Several years ago, an Israeli programmer whose position is just about a dead opposite of Evans’ stance began to make himself known as a critic of IBM’s systems software. Shalom Carmel, who is hooked up with a technology company called Venera, set up a Web site called Hacking iSeries that is just what it says on the label. Carmel also wrote a book with that title about five years ago (sold by the site and by Amazon). The book and Web site explain some security flaws dating back to OS/400 and running forward to recent descendants. While Hacking iSeries is no longer fully up-to-date, neither are many i systems, so the material in the 258-page book and the examples on his download page may well apply to your shop.
Basically, Carmel points out that, like other systems, IBM i can have potential weak points when it is hooked to the Internet. He provides not just general advice but also specific examples of ways a hacker can attack an i. (Some of these techniques also work on Unix systems that have a lot in common with IBM i when it comes to Internet services like FTP.) Carmel’s site notes that IBM cured some of its longstanding ills with OS/400 V5R2 and subsequent releases, but he also suggests that there are plenty of ways for troublemakers to go after a current i unless the system’s operators have done a pretty careful good job setting up their machines.
Despite their dramatically different attitudes, Evans and Carmel share one key attitude: Both believe IBM i can be well protected from intrusion using features built into the operating system. But both also believe that an i box comes out of the box configured for easy setup and that a byproduct of this malleability is diminished security.
All this leaves OS/400 and i users in a situation that at the very least demands an ability to review in detail a system’s history if something goes wrong. Basically, this means keeping an extensive collection of logs and journals and making sure they are protected from erasure, corruption and intrusion.
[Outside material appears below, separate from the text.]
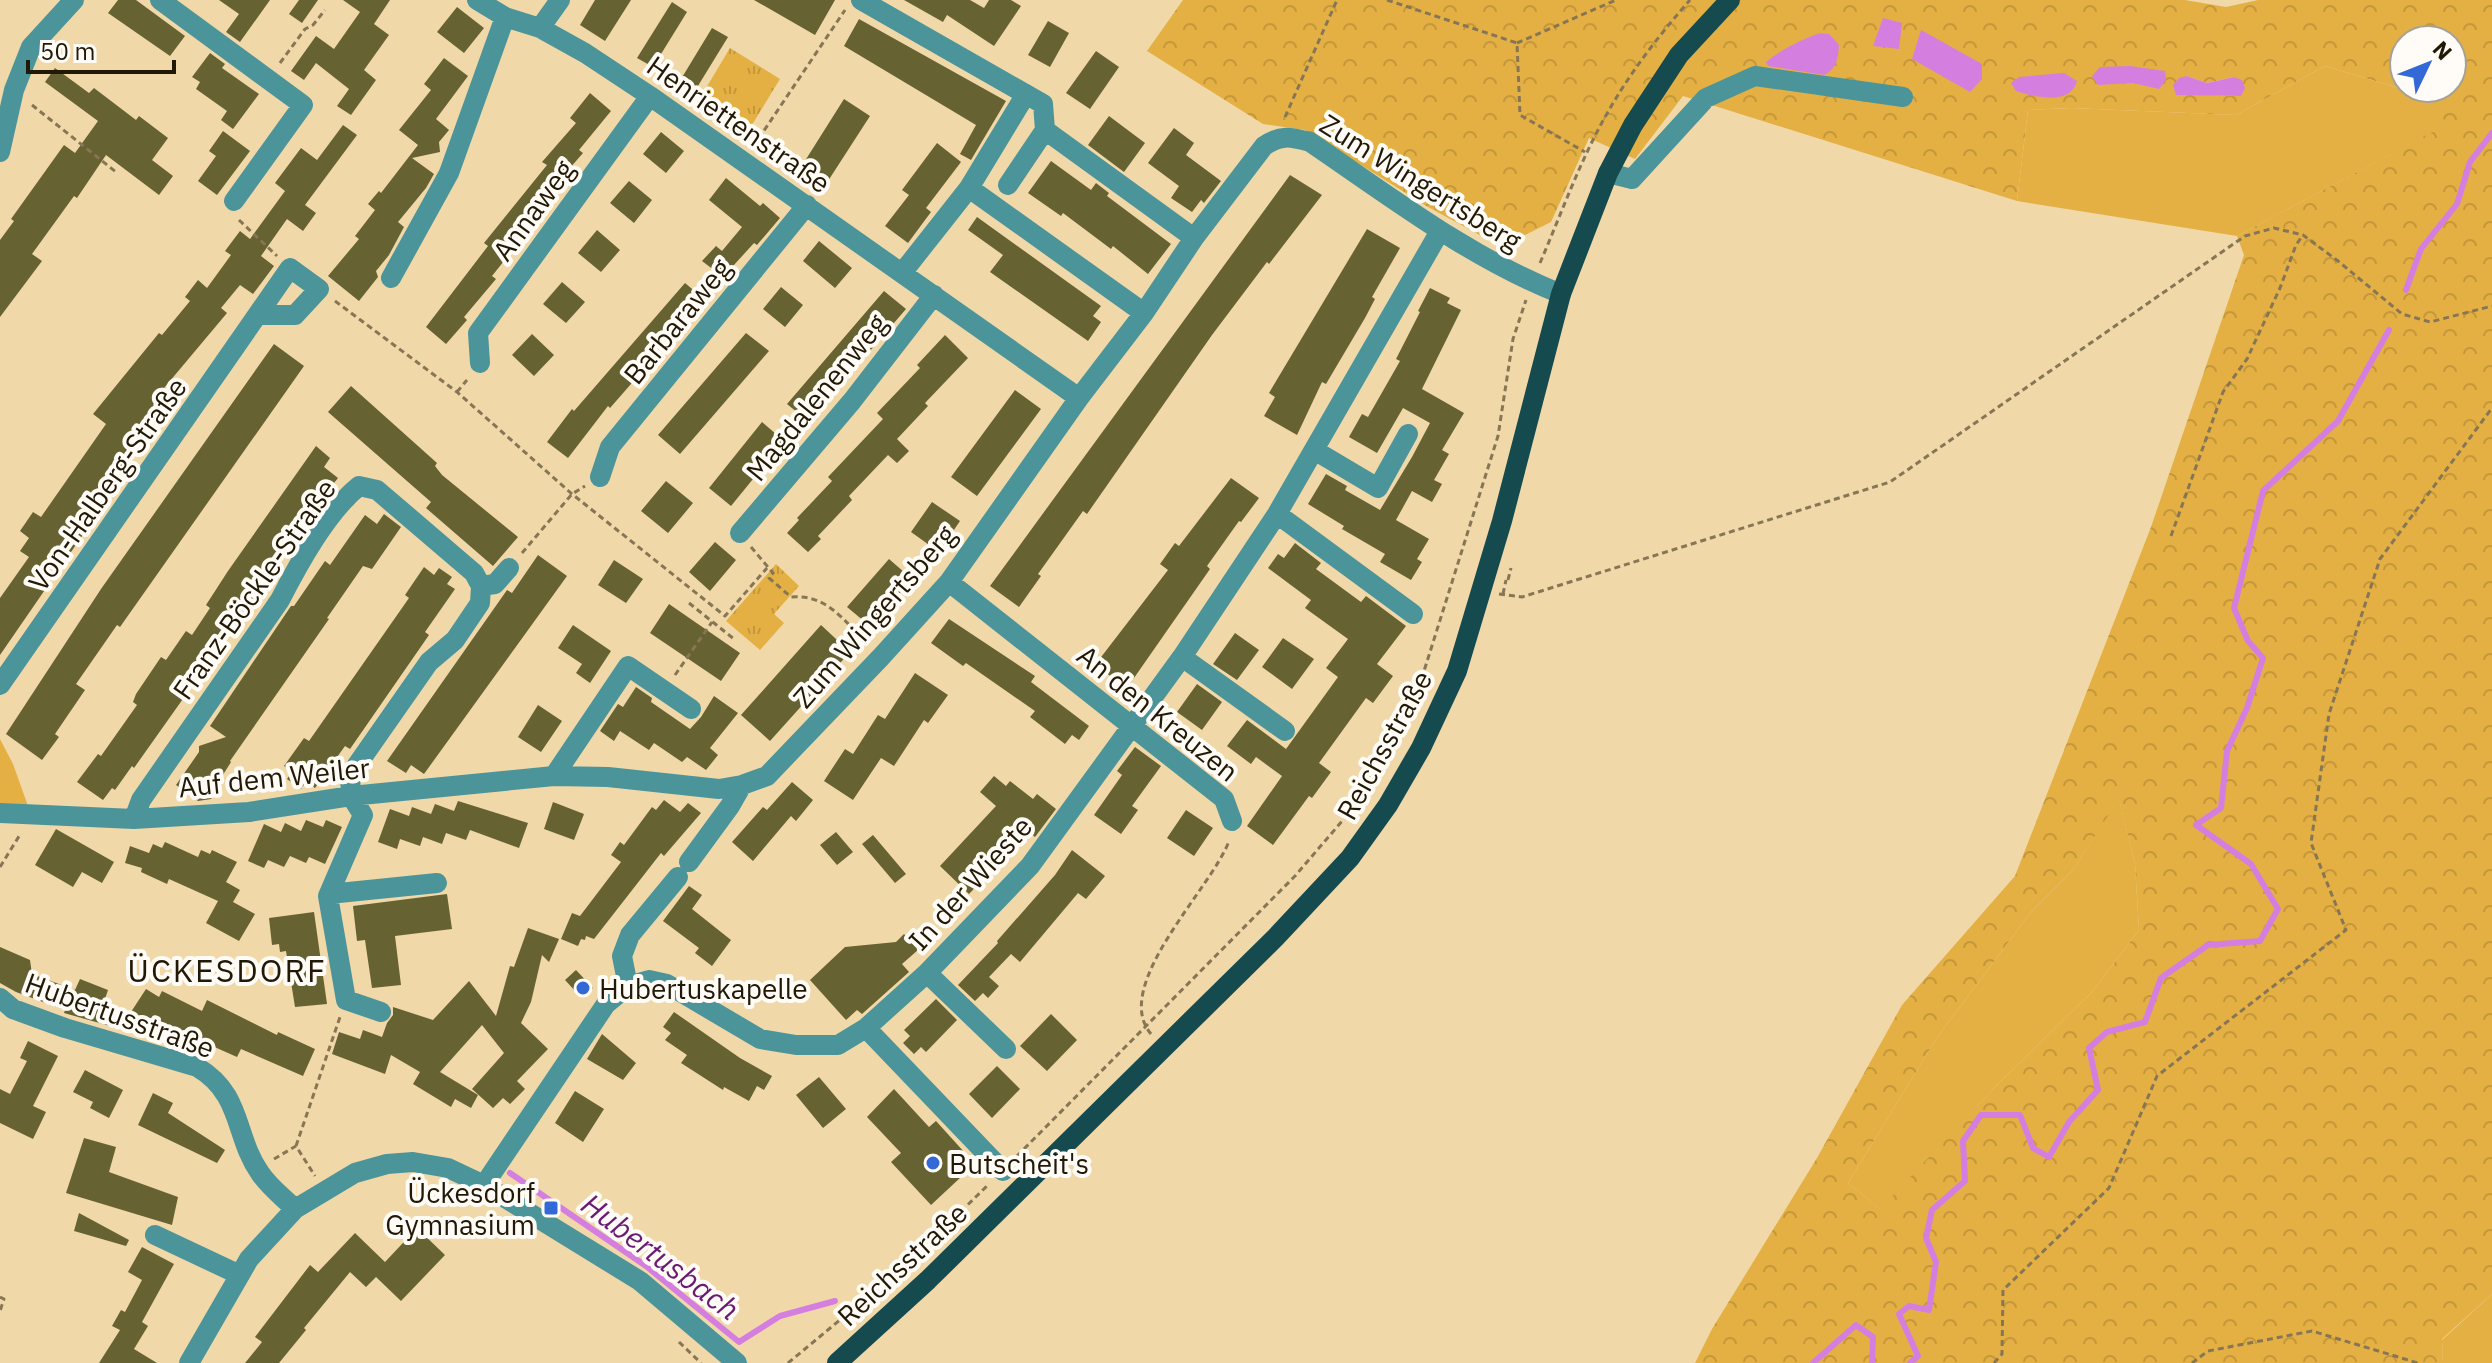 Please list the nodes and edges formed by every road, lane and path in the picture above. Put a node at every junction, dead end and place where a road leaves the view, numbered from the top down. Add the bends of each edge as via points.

Logs have three effects: They enable a user organization to perform extensive analysis of systems activities in the wake of any security breach. They allow an organization that is worried about ongoing activities to inspect and monitor systems. And the very presence of an intensive journaling setup can intimidate and discourage personnel from engaging in unauthorized activity. As Julian Assange probably would not choose to say, journaling can have a prophylactic effect.